Return all lines below containing the word "edges".

Saved entries:
----

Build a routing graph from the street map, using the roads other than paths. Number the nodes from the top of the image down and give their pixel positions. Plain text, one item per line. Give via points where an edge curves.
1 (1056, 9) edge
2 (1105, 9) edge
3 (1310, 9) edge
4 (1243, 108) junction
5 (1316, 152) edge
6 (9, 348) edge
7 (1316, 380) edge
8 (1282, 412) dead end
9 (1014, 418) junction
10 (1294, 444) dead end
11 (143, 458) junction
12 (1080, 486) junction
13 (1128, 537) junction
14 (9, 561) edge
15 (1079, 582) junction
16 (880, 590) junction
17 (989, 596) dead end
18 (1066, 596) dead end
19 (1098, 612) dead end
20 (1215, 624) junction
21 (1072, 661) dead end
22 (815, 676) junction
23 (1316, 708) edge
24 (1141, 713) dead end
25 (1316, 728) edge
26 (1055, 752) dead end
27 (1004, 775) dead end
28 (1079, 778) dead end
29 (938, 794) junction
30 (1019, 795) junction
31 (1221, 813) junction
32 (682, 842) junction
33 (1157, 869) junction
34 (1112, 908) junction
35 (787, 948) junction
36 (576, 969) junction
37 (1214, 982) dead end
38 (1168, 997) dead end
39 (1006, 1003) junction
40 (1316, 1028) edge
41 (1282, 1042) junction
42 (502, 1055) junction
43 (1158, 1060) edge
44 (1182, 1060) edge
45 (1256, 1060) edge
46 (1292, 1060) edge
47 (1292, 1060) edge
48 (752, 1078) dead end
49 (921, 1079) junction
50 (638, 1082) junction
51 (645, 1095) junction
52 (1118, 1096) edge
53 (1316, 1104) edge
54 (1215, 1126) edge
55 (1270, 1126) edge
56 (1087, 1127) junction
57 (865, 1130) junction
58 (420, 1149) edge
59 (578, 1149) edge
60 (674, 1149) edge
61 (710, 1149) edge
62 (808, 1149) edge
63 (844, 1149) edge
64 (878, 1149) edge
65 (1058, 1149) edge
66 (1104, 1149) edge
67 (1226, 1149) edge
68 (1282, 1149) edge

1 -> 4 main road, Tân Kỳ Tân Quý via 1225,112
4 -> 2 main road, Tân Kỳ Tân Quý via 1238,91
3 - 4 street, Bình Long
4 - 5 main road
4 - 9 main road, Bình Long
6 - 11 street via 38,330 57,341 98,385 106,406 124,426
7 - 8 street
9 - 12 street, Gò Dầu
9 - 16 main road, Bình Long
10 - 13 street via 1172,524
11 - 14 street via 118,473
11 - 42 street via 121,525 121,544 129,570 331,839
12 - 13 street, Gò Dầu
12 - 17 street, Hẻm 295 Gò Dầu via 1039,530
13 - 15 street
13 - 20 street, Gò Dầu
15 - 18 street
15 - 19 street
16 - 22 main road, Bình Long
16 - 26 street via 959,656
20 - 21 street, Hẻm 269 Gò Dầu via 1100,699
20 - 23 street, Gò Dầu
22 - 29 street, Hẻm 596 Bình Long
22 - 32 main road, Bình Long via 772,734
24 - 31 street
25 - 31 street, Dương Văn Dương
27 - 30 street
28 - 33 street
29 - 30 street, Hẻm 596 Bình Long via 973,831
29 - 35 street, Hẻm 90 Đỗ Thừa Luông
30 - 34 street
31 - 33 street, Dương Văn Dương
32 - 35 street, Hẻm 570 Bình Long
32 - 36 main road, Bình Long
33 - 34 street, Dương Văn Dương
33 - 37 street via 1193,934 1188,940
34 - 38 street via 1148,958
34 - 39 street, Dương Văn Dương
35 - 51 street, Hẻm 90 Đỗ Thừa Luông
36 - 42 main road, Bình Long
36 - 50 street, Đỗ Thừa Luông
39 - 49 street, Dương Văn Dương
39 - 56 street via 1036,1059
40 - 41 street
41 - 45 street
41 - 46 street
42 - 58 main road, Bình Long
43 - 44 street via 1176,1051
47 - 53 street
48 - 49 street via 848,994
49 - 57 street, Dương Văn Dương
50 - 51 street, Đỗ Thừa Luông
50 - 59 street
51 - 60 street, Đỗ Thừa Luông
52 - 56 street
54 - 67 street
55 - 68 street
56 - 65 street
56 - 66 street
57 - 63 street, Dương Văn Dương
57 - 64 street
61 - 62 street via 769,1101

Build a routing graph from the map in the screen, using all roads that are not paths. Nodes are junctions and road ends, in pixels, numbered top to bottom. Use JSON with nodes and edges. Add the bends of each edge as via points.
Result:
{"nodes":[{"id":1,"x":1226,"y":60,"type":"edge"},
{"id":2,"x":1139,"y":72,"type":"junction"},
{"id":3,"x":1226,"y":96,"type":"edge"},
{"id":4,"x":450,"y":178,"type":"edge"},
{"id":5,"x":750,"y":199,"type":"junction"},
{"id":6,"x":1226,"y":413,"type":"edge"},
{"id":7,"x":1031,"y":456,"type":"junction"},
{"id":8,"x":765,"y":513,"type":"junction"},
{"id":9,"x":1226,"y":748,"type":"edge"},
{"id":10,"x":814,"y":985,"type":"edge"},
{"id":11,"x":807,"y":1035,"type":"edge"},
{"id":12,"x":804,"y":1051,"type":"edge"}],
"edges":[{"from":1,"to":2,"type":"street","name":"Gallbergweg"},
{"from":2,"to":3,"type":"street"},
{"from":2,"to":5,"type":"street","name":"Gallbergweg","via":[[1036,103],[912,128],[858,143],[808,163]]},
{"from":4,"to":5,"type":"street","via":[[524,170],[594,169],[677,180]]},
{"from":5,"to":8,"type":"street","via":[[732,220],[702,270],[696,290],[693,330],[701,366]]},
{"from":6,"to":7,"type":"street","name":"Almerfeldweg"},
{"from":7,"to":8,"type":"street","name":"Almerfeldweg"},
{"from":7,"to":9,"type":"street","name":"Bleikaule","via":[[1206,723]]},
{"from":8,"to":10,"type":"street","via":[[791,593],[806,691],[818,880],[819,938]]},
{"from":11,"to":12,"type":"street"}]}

----

Response to this exercise -
Build a routing graph from the map in the screen, using all roads that are not paths. Nodes are junctions and road ends, in pixels, numbered top to bottom. Use JSON with nodes and edges. Add the bends of each edge as via points.
"edges":[{"from":1,"to":2,"type":"street","name":"Gallbergweg"},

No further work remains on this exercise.